The bloggers for the now-exposed site blasted those who revealed their identities in the final post on the site:
Thanks to an organized Wal-Mart opposition group, the whole world now knows who Jim and I are, where we live, what our home life is like and where we work. We didn't disclose all that stuff in the beginning, of course, for a couple of reasons. We kept our last names and personal lives out of it because of concerns about our privacy.
We had heard that Wal-Mart's critics could be vicious in their attacks. Now we know those concerns were valid.
So now we're being attacked. Why? Because we dared to write positive things about Wal-Mart. The people who hate Wal-Mart couldn't argue with anything we said - we were writing about real people and telling true stories.

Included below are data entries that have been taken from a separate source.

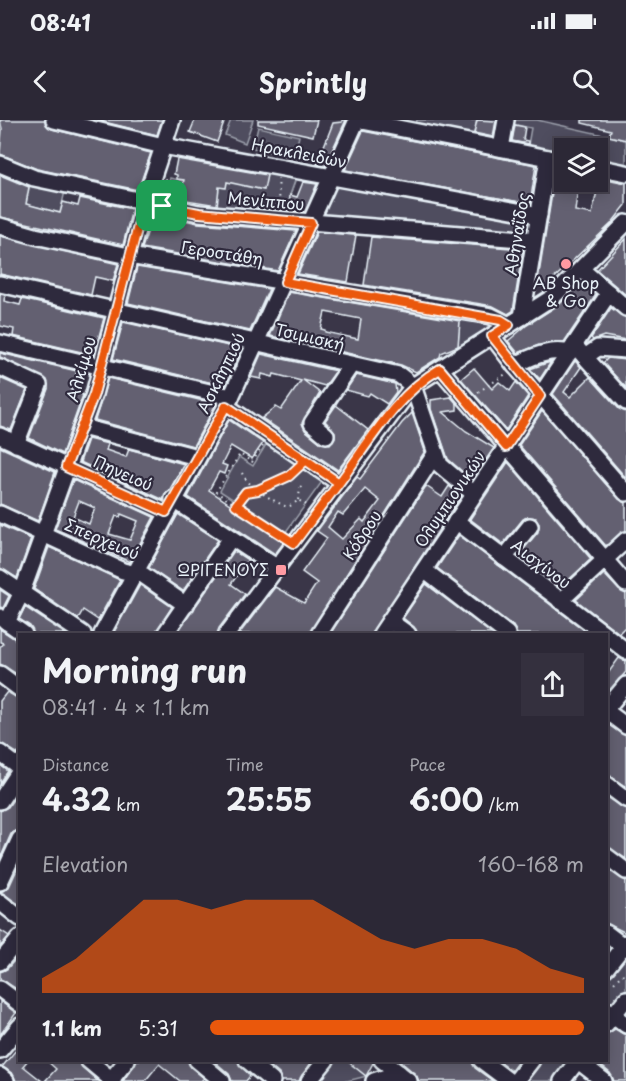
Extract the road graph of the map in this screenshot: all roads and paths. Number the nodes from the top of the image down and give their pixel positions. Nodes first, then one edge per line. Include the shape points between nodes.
1 (54, 120) edge
2 (172, 120) edge
3 (357, 120) edge
4 (506, 120) edge
5 (163, 146) junction
6 (501, 148) junction
7 (548, 158) junction
8 (554, 159) edge
9 (0, 164) edge
10 (277, 167) junction
11 (608, 169) edge
12 (626, 173) edge
13 (332, 177) junction
14 (144, 203) junction
15 (539, 215) junction
16 (281, 220) junction
17 (311, 223) junction
18 (625, 225) edge
19 (0, 226) edge
20 (534, 240) junction
21 (129, 256) junction
22 (581, 269) junction
23 (285, 282) junction
24 (0, 284) edge
25 (609, 294) junction
26 (626, 308) edge
27 (115, 312) junction
28 (516, 321) junction
29 (492, 336) junction
30 (0, 343) edge
31 (256, 343) junction
32 (626, 350) edge
33 (576, 352) junction
34 (102, 365) junction
35 (351, 365) junction
36 (515, 366) junction
37 (0, 367) edge
38 (440, 369) junction
39 (413, 386) junction
40 (540, 396) junction
41 (467, 401) junction
42 (228, 402) junction
43 (626, 402) edge
44 (82, 427) junction
45 (326, 435) dead end
46 (0, 436) edge
47 (270, 436) junction
48 (16, 444) junction
49 (506, 447) junction
50 (435, 454) junction
51 (197, 457) junction
52 (306, 460) junction
53 (66, 467) junction
54 (242, 473) dead end
55 (299, 483) dead end
56 (339, 483) junction
57 (258, 490) junction
58 (626, 493) edge
59 (474, 495) junction
60 (298, 500) junction
61 (170, 505) junction
62 (236, 505) junction
63 (316, 512) junction
64 (0, 514) edge
65 (456, 521) junction
66 (530, 526) dead end
67 (43, 534) junction
68 (231, 538) junction
69 (626, 540) edge
70 (294, 543) junction
71 (504, 558) junction
72 (605, 559) junction
73 (276, 567) junction
74 (424, 570) junction
75 (135, 573) junction
76 (0, 578) edge
77 (626, 584) edge
78 (22, 592) junction
79 (560, 601) junction
80 (186, 605) junction
81 (4, 620) edge
82 (390, 621) junction
83 (23, 633) edge
84 (82, 633) edge
85 (103, 633) edge
86 (166, 633) edge
87 (229, 633) edge
88 (320, 633) edge
89 (382, 633) edge
90 (407, 633) edge
91 (506, 633) edge
92 (602, 633) edge
93 (608, 637) edge
94 (626, 651) edge
95 (0, 674) edge
96 (626, 684) edge
97 (18, 688) edge
98 (608, 707) edge
99 (608, 712) edge
100 (626, 726) edge
101 (0, 753) edge
102 (18, 768) edge
103 (18, 773) edge
104 (608, 785) edge
105 (626, 799) edge
106 (0, 801) edge
107 (18, 843) edge
108 (608, 858) edge
109 (626, 871) edge
110 (0, 882) edge
111 (0, 902) edge
112 (18, 916) edge
113 (608, 934) edge
114 (18, 940) edge
115 (625, 946) edge
116 (1, 958) edge
117 (608, 966) edge
118 (626, 976) edge
119 (608, 979) edge
120 (0, 989) edge
121 (626, 999) edge
122 (18, 1002) edge
123 (608, 1016) edge
124 (626, 1024) edge
125 (18, 1028) edge
126 (0, 1050) edge
127 (90, 1062) edge
128 (124, 1062) edge
129 (198, 1062) edge
130 (249, 1062) edge
131 (324, 1062) edge
132 (385, 1062) edge
133 (484, 1062) edge
134 (530, 1062) edge
135 (576, 1062) edge
136 (578, 1062) edge
137 (0, 1076) edge
138 (404, 1077) edge
139 (111, 1080) edge
140 (513, 1080) edge
141 (6, 1081) edge
142 (222, 1081) edge
143 (272, 1081) edge
144 (309, 1081) edge
145 (374, 1081) edge
146 (562, 1081) edge
147 (604, 1081) edge

1 - 5 street, Ηρακλειδών
2 - 5 street, Αλκίμου
3 - 6 street
3 - 13 street, Ασκληπιού
4 - 6 street
5 - 10 street, Ηρακλειδών
5 - 14 street, Αλκίμου
6 - 7 street
7 - 8 street
7 - 15 street, Αθηναΐδος
9 - 14 street, Μενίππου via 34,178
10 - 13 street, Ηρακλειδών
10 - 16 path
11 - 12 street
13 - 15 street, Ηρακλειδών
13 - 17 street, Ασκληπιού
14 - 16 street, Μενίππου via 199,213
14 - 21 street, Αλκίμου
15 - 20 street, Αθηναΐδος
16 - 17 street, Μενίππου
17 - 20 street, Μενίππου
17 - 23 street, Ασκληπιού
18 - 22 street
19 - 21 street, Γεροστάθη
20 - 28 street, Αθηναΐδος
21 - 23 street, Γεροστάθη
21 - 27 street, Αλκίμου
22 - 25 street
22 - 28 street via 553,297
23 - 28 street, Γεροστάθη
23 - 31 street, Ασκληπιού
24 - 27 street, Τσιμισκή
25 - 26 street
25 - 33 street, Ολυμπιονικών
27 - 31 street, Τσιμισκή
27 - 34 street, Αλκίμου
28 - 29 street
29 - 36 street
29 - 38 street
30 - 34 street
31 - 35 street, Τσιμισκή
31 - 42 street, Ασκληπιού
32 - 33 street via 598,348
33 - 36 street via 557,350
33 - 40 street, Ολυμπιονικών
33 - 43 street
34 - 42 street
34 - 44 street, Αλκίμου
35 - 39 street, Τσιμισκή via 399,375
35 - 45 street via 312,423
36 - 40 street
36 - 41 path
37 - 48 street via 39,385
38 - 39 street
38 - 41 street
39 - 50 street
39 - 56 street
40 - 49 street, Ολυμπιονικών
40 - 58 street
41 - 49 street
42 - 47 street
42 - 51 street, Ασκληπιού
44 - 51 street
44 - 53 street, Αλκίμου
46 - 48 street, Πηνειού
47 - 52 street
47 - 62 path via 252,462 240,454 216,492
48 - 53 street, Πηνειού
49 - 59 street, Ολυμπιονικών
49 - 72 street
50 - 59 street via 449,474
50 - 88 street, Κόδρου
51 - 61 street, Ασκληπιού
52 - 56 street
52 - 57 path via 289,476
53 - 61 street, Πηνειού
53 - 67 street, Αλκίμου
54 - 57 path
55 - 60 path
56 - 63 street
57 - 60 path via 285,506
57 - 62 path via 242,495
59 - 65 street, Ολυμπιονικών
60 - 63 path
61 - 68 street, Πηνειού
61 - 75 street, Ασκληπιού
62 - 70 path
63 - 70 street
64 - 67 street, Σπερχειού
65 - 71 street, Αισχίνου
65 - 74 street, Ολυμπιονικών
66 - 71 street
67 - 75 street, Σπερχειού
67 - 78 street, Αλκίμου
68 - 73 street, Πηνειού
68 - 80 street
69 - 72 street
70 - 73 street
71 - 79 street, Αισχίνου
72 - 77 street
72 - 79 street
73 - 87 street
74 - 82 street, Ολυμπιονικών
74 - 91 street
75 - 80 street, Σπερχειού
75 - 85 street, Ασκληπιού
76 - 78 street
78 - 81 street, Αλκίμου
78 - 84 street
79 - 92 street, Αισχίνου
80 - 86 street
81 - 83 street
82 - 89 street, Ολυμπιονικών
82 - 90 street
93 - 94 street, Αισχίνου
95 - 97 street
96 - 98 street
99 - 100 street
101 - 102 street
103 - 106 street
104 - 105 street
107 - 110 street
108 - 109 street
111 - 112 street
113 - 115 street
114 - 116 street
115 - 117 street
118 - 119 path via 622,974 614,983
120 - 122 street
121 - 123 street
123 - 124 street
125 - 126 street
127 - 139 street
128 - 139 street
129 - 142 street
130 - 143 street
131 - 144 street
132 - 138 street
133 - 140 street
134 - 140 street
135 - 146 street
136 - 147 street
137 - 141 street
138 - 145 street

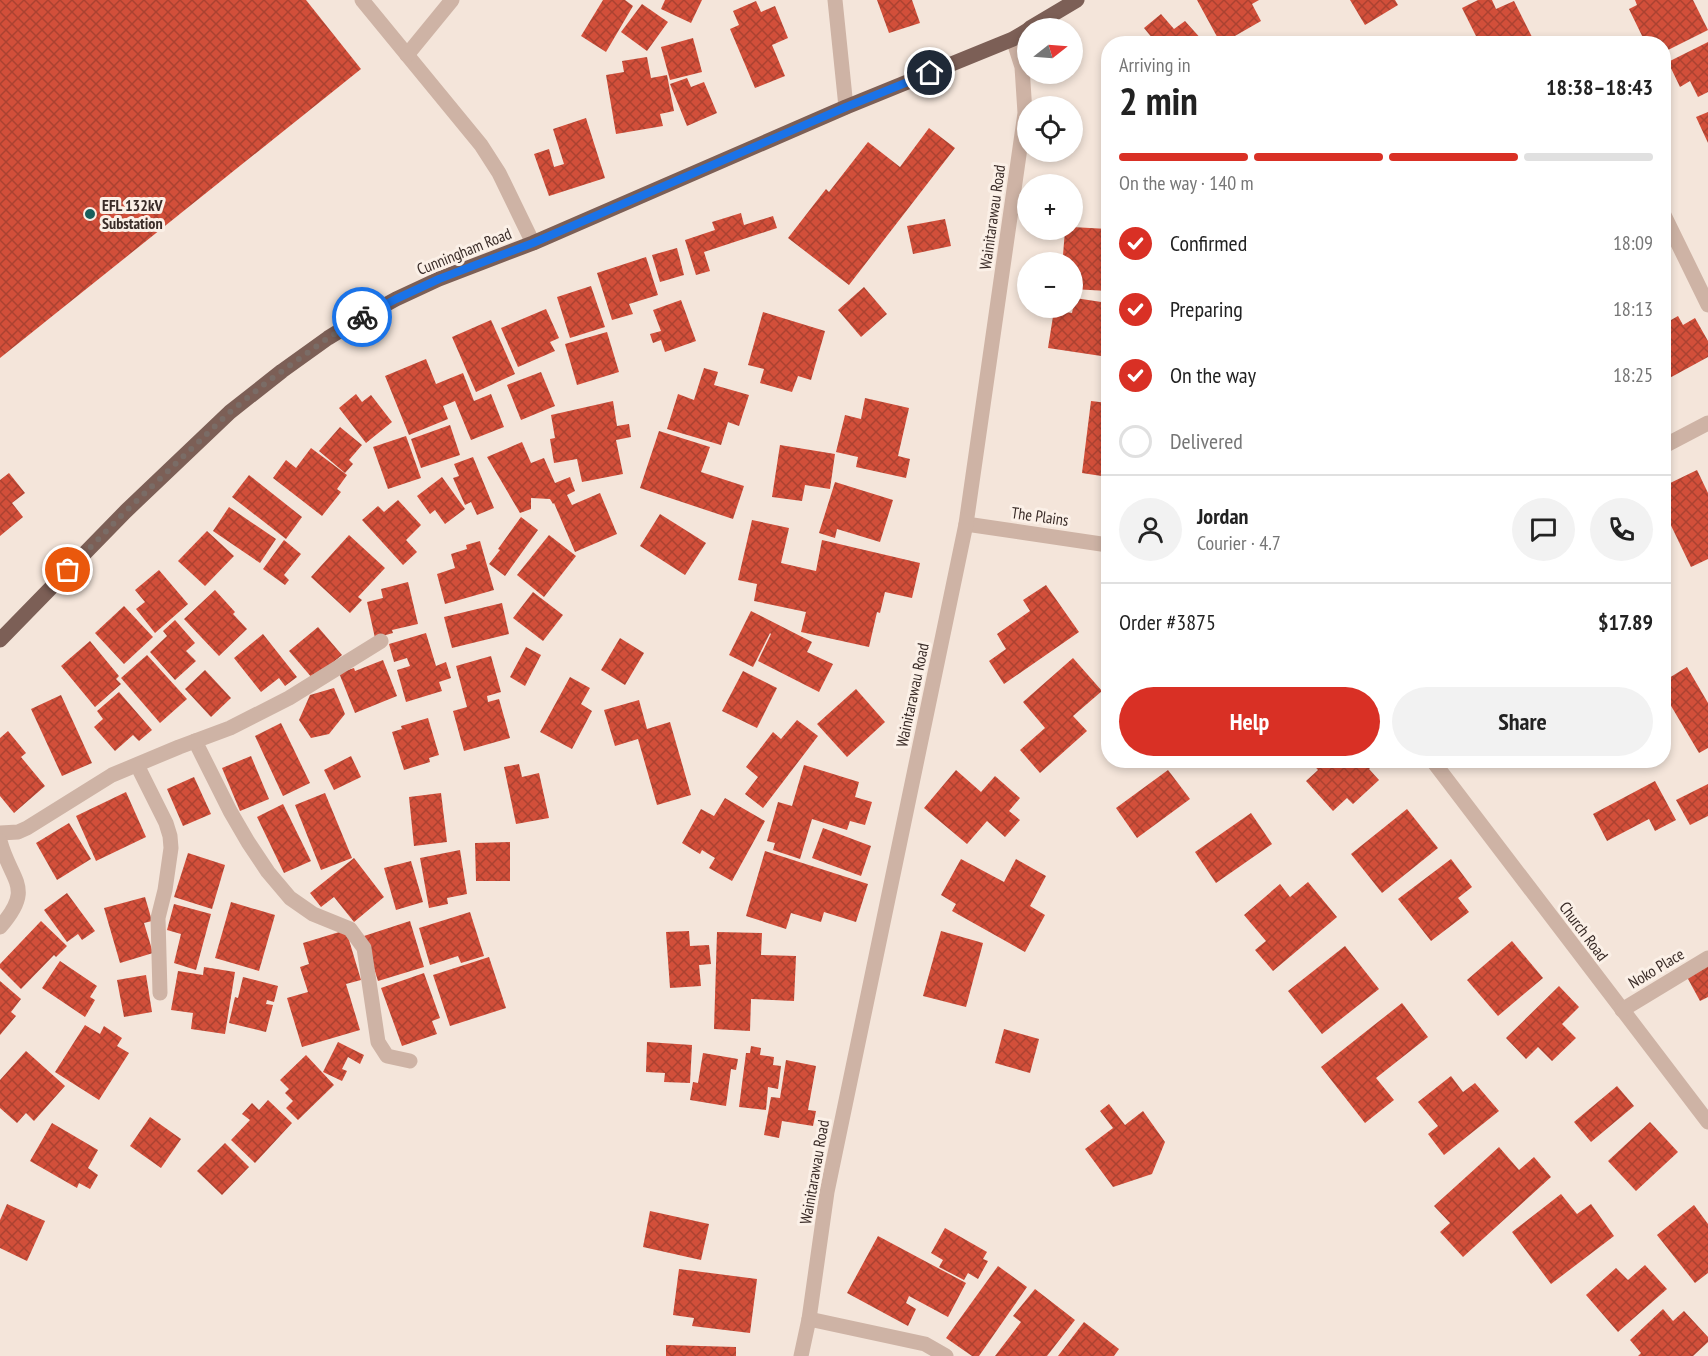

Edelman's side of the story has not been told yet. Blogger Shel Holtz sought something from Edelman's bloggers, who include the highly-regarded Steve Rubel in their number:
Those smart PR folks working for Edelman are among the members of the PR community who advocate participation in the conversation. Some of them have been brutal when, to their way of thinking, somebody else fails to understand what it means to be engage in the conversation.
So where is Edelman in this particular conversation? Missing in action. As dismaying as this latest misstep is, it's even more dismaying to see Edelman's high-powered social media experts failing to walk the talk. Nothing from Richard in his vaunted 6 a.m. blog. Nothing from Steve, who blogs at the pinnacle of PR's A-list. Nothing from anybody (based on a Technorati search and a survey of the Edelman blogs).
The idea that Thresher and St. Claire did not consider the potential for such scrutiny and criticism just seems too odd to attribute to naivete. A report at Editor & Publisher noted that while Thresher received approval for the trip from his boss, there was a "miscommunication" as to the true nature of the trip.
[Executive Editor Leonard Downie Jr.] did not believe Thresher had sought to mislead the photo chief. "The photo editor did not fully understand what Jim was going to do, but gave permission," Downie said. "He did not understand what was being asked."
Thresher will have to repay his share of the travel expenses received from the Edelman-backed group, and his job could be in jeopardy for violating the Post's guidelines on freelance work. Maybe he can apply for work at Edelman if that happens.